In the data below, give the number of lines that contain the word "than". Nothing else is needed.

::: Record set

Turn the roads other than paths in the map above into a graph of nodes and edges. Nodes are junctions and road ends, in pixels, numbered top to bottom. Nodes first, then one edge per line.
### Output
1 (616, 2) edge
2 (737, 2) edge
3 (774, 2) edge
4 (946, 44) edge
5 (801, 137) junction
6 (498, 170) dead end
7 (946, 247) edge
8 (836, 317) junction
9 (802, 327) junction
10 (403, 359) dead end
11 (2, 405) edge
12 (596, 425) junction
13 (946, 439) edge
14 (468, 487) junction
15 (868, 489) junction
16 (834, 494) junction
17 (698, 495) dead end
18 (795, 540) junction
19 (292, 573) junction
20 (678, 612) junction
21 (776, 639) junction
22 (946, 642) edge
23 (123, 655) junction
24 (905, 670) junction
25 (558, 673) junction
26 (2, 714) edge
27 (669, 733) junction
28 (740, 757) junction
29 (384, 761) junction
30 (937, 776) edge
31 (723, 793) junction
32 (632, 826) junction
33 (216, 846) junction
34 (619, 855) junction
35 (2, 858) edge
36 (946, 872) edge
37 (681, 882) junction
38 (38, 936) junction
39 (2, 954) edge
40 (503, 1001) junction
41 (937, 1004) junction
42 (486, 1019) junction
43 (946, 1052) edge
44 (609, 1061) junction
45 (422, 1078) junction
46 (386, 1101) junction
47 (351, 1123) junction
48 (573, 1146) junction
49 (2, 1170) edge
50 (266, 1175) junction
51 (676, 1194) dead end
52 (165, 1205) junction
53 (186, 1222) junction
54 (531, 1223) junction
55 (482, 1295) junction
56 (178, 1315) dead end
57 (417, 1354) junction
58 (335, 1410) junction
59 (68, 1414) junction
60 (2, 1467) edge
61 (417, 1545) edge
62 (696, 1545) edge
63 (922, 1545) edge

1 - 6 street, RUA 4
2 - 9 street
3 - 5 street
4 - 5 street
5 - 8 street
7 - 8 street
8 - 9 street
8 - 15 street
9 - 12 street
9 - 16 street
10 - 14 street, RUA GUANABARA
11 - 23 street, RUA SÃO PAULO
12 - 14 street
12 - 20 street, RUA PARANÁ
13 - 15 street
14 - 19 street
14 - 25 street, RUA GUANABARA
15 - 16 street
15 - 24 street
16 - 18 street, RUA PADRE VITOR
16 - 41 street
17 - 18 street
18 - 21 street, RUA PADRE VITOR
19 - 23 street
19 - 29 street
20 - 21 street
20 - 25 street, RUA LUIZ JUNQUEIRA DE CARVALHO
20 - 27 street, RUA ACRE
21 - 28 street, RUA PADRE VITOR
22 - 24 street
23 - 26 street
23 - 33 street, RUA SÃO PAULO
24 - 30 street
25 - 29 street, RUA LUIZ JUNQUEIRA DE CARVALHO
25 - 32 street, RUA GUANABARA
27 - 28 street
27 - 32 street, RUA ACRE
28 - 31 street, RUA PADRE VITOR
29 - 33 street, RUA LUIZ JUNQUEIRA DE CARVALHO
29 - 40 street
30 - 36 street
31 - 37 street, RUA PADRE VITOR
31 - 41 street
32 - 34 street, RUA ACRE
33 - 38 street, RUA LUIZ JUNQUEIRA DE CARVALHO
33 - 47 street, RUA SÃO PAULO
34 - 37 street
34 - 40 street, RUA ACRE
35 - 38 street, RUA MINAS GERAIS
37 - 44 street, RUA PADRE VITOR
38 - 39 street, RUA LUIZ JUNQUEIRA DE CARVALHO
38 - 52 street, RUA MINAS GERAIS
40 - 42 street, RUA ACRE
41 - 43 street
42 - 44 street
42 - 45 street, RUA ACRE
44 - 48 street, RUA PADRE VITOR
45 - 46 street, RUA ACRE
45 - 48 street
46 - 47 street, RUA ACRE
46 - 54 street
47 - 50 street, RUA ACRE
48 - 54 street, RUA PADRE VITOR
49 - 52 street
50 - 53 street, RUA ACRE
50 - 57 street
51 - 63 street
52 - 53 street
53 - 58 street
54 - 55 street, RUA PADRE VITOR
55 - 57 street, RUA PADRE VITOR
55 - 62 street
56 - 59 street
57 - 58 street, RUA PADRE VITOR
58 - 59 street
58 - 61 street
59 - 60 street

::::::
::: Record set

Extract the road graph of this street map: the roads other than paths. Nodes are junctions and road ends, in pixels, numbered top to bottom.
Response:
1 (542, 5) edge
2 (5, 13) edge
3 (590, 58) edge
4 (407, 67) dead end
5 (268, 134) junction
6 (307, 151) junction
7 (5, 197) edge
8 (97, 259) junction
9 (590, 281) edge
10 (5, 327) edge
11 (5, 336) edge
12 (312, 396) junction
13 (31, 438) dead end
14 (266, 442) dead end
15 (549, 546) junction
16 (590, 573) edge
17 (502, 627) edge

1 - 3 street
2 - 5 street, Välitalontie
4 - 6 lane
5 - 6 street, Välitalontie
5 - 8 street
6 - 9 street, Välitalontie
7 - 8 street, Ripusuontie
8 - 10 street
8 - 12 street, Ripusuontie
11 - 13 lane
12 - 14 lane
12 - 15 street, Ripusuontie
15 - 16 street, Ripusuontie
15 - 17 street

::::::

[Solution]
2